> [What needs to be done] For each line below that includes the string "lane", show the whole line.

Start of Source information

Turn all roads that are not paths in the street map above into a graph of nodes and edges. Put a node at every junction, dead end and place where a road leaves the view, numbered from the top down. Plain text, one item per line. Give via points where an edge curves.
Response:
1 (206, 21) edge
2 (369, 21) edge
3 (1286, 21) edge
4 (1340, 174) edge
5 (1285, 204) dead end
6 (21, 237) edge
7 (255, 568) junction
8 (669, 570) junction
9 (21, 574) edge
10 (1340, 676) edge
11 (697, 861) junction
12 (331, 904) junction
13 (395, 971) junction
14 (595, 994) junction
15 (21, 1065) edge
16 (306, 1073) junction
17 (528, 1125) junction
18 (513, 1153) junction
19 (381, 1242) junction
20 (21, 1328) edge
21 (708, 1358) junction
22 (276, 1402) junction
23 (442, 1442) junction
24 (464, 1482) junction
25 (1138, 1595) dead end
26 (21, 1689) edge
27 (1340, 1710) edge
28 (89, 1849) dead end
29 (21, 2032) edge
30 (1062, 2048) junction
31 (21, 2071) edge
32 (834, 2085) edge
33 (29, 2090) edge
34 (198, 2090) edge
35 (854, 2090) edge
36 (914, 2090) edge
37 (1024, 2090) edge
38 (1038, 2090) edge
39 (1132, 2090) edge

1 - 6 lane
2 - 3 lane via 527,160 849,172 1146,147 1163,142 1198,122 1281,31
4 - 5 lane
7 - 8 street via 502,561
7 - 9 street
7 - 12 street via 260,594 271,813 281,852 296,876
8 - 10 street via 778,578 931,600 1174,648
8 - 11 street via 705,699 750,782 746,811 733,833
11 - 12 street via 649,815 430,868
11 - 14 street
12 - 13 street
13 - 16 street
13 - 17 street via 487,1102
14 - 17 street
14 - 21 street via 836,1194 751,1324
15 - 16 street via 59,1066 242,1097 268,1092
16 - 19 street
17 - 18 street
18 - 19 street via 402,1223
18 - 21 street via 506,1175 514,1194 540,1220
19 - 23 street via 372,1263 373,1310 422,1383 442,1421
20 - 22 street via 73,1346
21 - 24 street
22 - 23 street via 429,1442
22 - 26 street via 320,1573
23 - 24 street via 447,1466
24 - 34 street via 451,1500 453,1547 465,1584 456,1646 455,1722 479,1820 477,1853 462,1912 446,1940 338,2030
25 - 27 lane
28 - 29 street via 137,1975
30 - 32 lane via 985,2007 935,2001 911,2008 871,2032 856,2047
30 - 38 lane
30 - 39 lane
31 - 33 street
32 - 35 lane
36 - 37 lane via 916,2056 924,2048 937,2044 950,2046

End of Source information

> [Task output]
1 - 6 lane
2 - 3 lane via 527,160 849,172 1146,147 1163,142 1198,122 1281,31
4 - 5 lane
25 - 27 lane
30 - 32 lane via 985,2007 935,2001 911,2008 871,2032 856,2047
30 - 38 lane
30 - 39 lane
32 - 35 lane
36 - 37 lane via 916,2056 924,2048 937,2044 950,2046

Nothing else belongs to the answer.